Wiley Ford is named for a shallow spot in the North Branch Potomac River just east of the present bridge over the river. The first bridge at Wiley Ford was constructed around 1908; a replacement bridge was built in the late 1950s. Traffic heading to Wiley Ford from downtown Cumberland travelled Virginia Avenue south from Oldtown Road, the old alignment of MD 51, then followed River Avenue southwest to its present intersection with Canal Parkway, then south across the river along Ford Avenue, which followed the same alignment as Canal Parkway today. In addition to the route suffering from the standard problems of travelling through city streets, Virginia Avenue passed under the Baltimore and Ohio Railroad tracks via a low, narrow underpass that was vulnerable to flooding and, due to its location immediately south of Virginia Avenue's intersections with MD 51, was the frequent site of traffic jams. A problem at the underpass isolated South Cumberland south of the tracks from the rest of the city and required a lengthy detour through West Virginia. The same problems also hindered access to Greater Cumberland Regional Airport from the city.
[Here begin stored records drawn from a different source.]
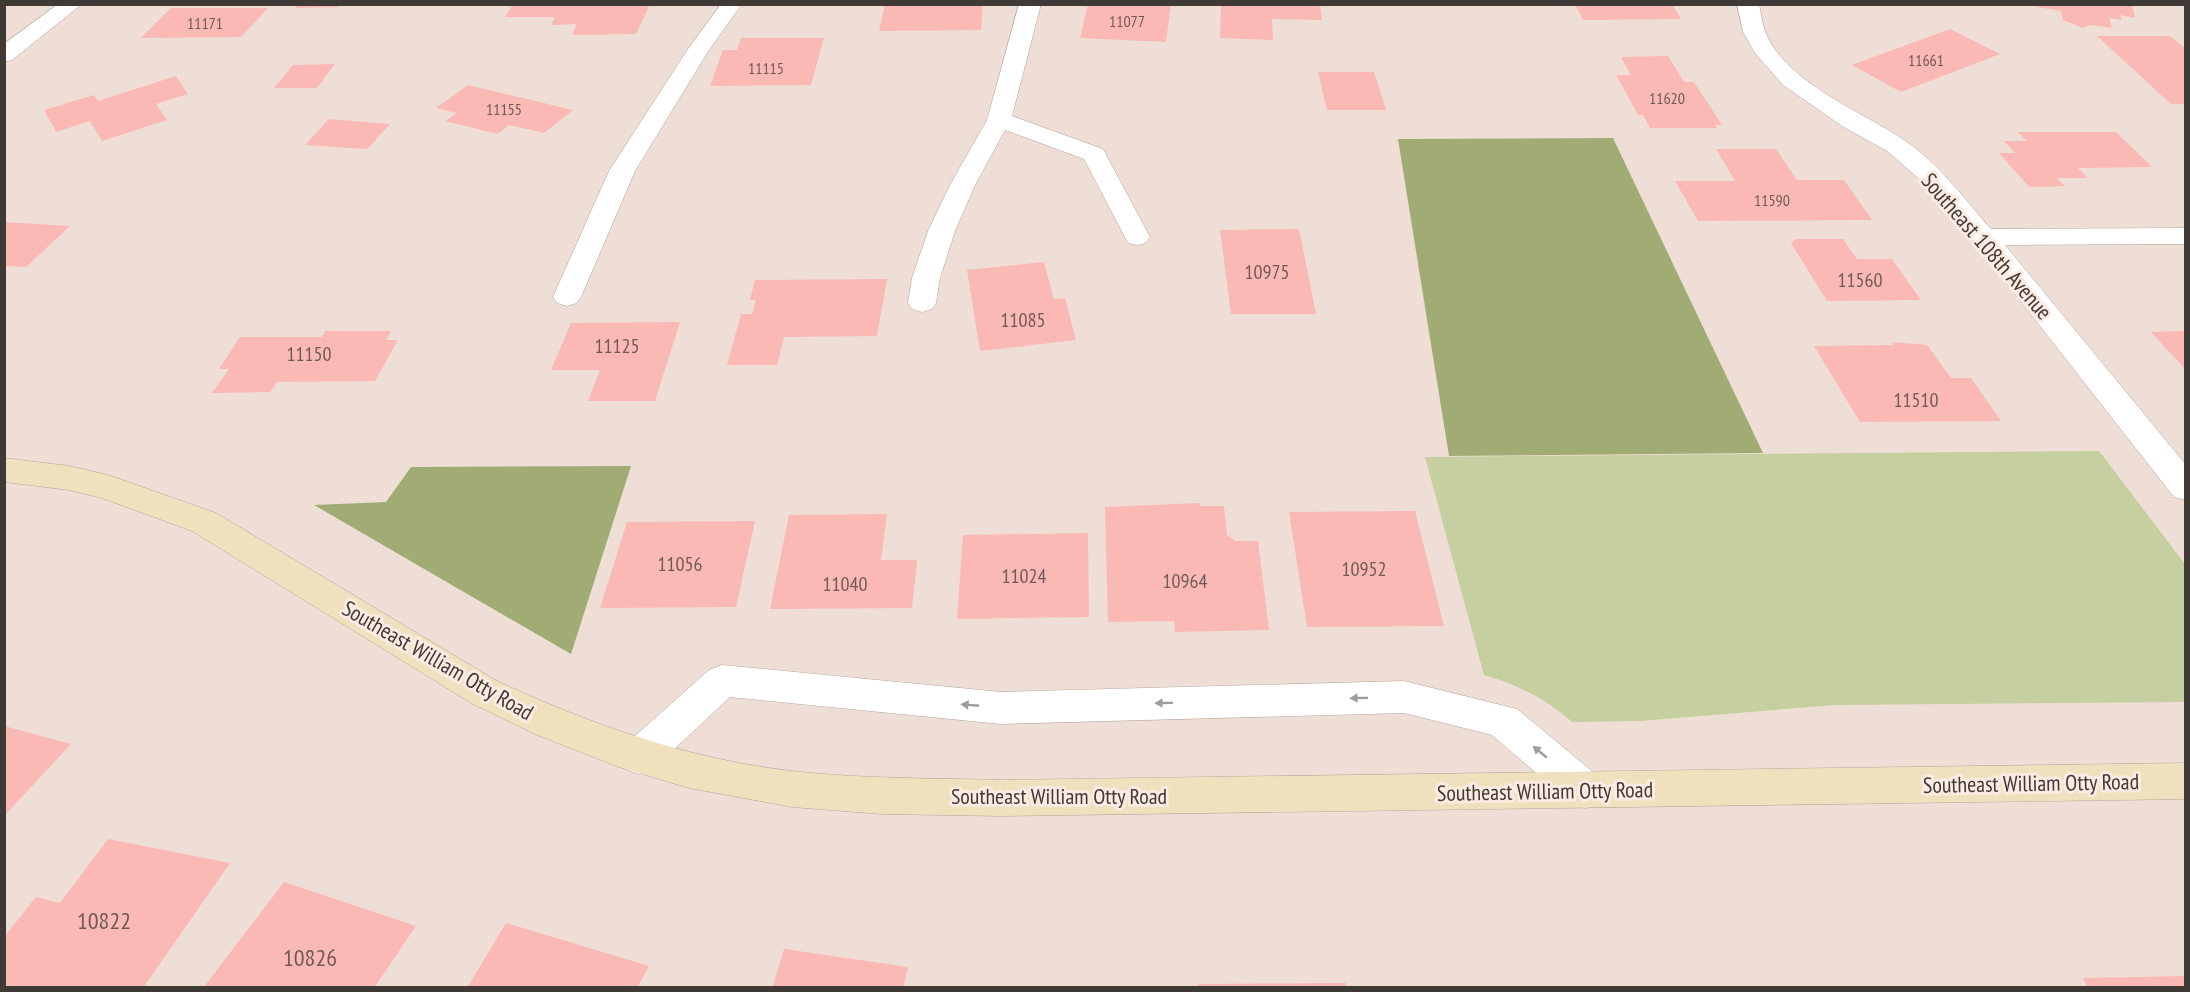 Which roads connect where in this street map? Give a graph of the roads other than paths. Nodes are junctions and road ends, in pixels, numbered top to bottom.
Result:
1 (72, 4) edge
2 (732, 4) edge
3 (1030, 4) edge
4 (1749, 4) edge
5 (4, 55) edge
6 (999, 120) junction
7 (2186, 236) edge
8 (1137, 237) dead end
9 (1984, 237) junction
10 (567, 297) dead end
11 (922, 303) dead end
12 (4, 470) edge
13 (2186, 488) edge
14 (639, 758) junction
15 (2186, 781) edge
16 (1585, 790) junction

1 - 5 street
2 - 10 street
3 - 6 street
4 - 9 street, Southeast 108th Avenue
6 - 8 street
6 - 11 street
7 - 9 street
9 - 13 street, Southeast 108th Avenue
12 - 14 street, Southeast William Otty Road
14 - 16 street, Southeast William Otty Road
16 -> 14 street
15 - 16 street, Southeast William Otty Road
Canal Parkway was constructed as part of a broad group of projects to revitalize the North Branch Potomac River waterfront south of downtown Cumberland starting in 1989. These projects included:
- The rehabilitation of the C&O Canal, including its re-watering, through the Cumberland portion of the Chesapeake and Ohio Canal National Historical Park by the U.S. Army Corps of Engineers.
- Restoration of historic Western Maryland Railway properties, which included restoration of the former Western Maryland Railway Station and establishment of the Western Maryland Scenic Railroad, a heritage railroad.
- The construction of new bridges across the North Branch Potomac River and C&O Canal and an automobile parkway along a portion of the canal by the Maryland State Highway Administration to serve as a scenic highway and to improve access to Greater Cumberland Regional Airport.
- The construction of Canal Place by the National Park Service to tie together these and other historical properties, including Fort Cumberland and the Downtown Cumberland Historic District.
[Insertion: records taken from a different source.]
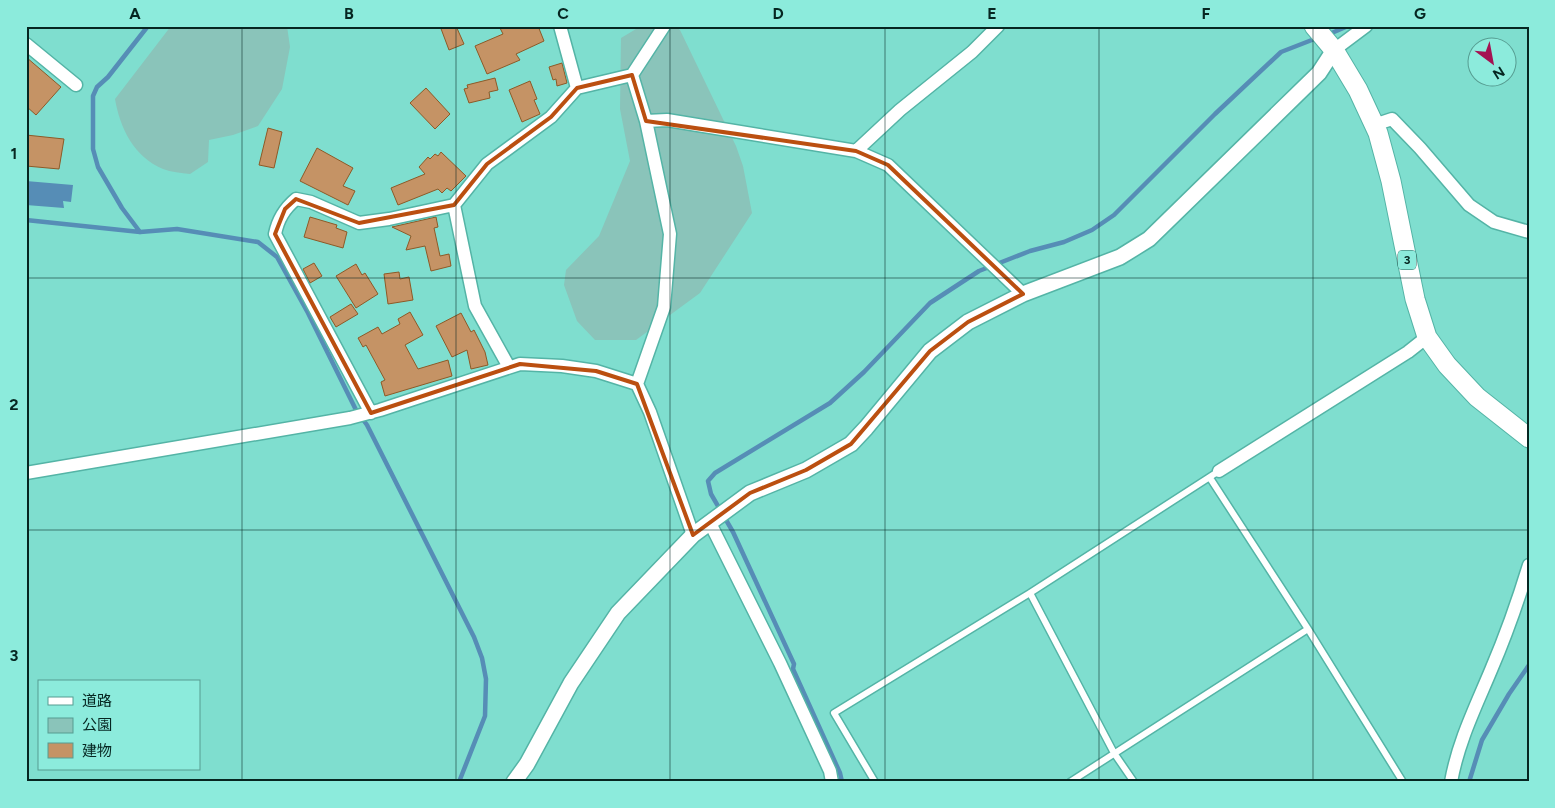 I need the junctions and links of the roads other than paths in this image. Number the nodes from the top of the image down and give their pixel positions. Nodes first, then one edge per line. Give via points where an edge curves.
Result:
1 (560, 26) edge
2 (664, 26) edge
3 (998, 26) edge
4 (1314, 26) edge
5 (1366, 26) edge
6 (26, 44) edge
7 (1334, 50) junction
8 (632, 75) junction
9 (76, 85) dead end
10 (577, 88) junction
11 (646, 121) junction
12 (1374, 125) junction
13 (856, 151) junction
14 (454, 205) junction
15 (1529, 232) edge
16 (1023, 294) junction
17 (1427, 337) junction
18 (509, 368) junction
19 (636, 384) junction
20 (371, 413) junction
21 (1529, 438) edge
22 (26, 473) edge
23 (1214, 475) junction
24 (710, 523) junction
25 (693, 535) junction
26 (1529, 565) edge
27 (1030, 593) junction
28 (1308, 629) junction
29 (1114, 753) junction
30 (514, 782) edge
31 (832, 782) edge
32 (875, 782) edge
33 (1070, 782) edge
34 (1134, 782) edge
35 (1403, 782) edge
36 (1451, 782) edge

1 - 10 street
2 - 8 street
3 - 13 street
4 - 7 main road, 3
5 - 7 street
6 - 9 street
7 - 12 main road, 3
7 - 16 street via 1319,73 1149,239 1120,257
8 - 10 street
8 - 11 street
10 - 14 street via 551,117 487,164
11 - 13 street via 666,120
11 - 19 street via 670,234 664,307
12 - 15 street via 1392,119 1469,205 1494,222
12 - 17 main road, 3 via 1391,181 1415,299
13 - 16 street via 888,165
14 - 18 street via 475,306
14 - 20 street via 359,223 311,202 296,199 285,208 277,224 275,234
16 - 24 street via 968,322 930,351 851,444 806,470 750,493
17 - 21 main road, 3 via 1447,365 1477,396
17 - 23 street
18 - 19 street via 520,364 562,366 596,371
18 - 20 street
19 - 25 street via 650,412
20 - 22 street
23 - 27 lane
23 - 28 lane
24 - 25 street
24 - 31 street via 780,663 830,771
25 - 30 street via 618,613 571,683
26 - 36 street via 1516,610 1469,721
27 - 29 lane
27 - 32 lane via 834,713
28 - 29 lane
28 - 35 lane
29 - 33 lane
29 - 34 lane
The first section of Canal Parkway to be built was the reconstruction of Ford Avenue from the West Virginia state line to River Avenue. A new bridge over the North Branch Potomac River was completed in 1992. A new bridge over the C&O Canal was completed in 1997, eliminating an at-grade crossing of the highway and the C&O Canal towpath. Construction of Canal Parkway from River Avenue to MD 51 was underway by 1999 and completed in 2001, at which time the highway received the unsigned MD 61 designation.

==Junction list==

| mi | km | Destinations | Notes |
| 0.00 | 0.00 | WV 28 south – Wiley Ford, Greater Cumberland Regional Airport | West Virginia state line at North Branch Potomac River; southern terminus |
| 1.94 | 3.12 | MD 51 west (Industrial Boulevard) – Downtown Cumberland | Northern terminus; eastbound exit from and westbound entrance to MD 51 |
1.000 mi = 1.609 km; 1.000 km = 0.621 mi Incomplete access;

==Auxiliary routes==
MD 61 originally had two auxiliary routes. Both routes were transferred to municipal maintenance in 2005.
- MD 61A was the designation for an unnamed 0.14 mi connector west from the intersection of MD 61 and River Avenue to serve properties between the highway and the C&O Canal.
- MD 61B was the designation for a 0.08 mi section of River Avenue immediately east of its intersection with MD 61.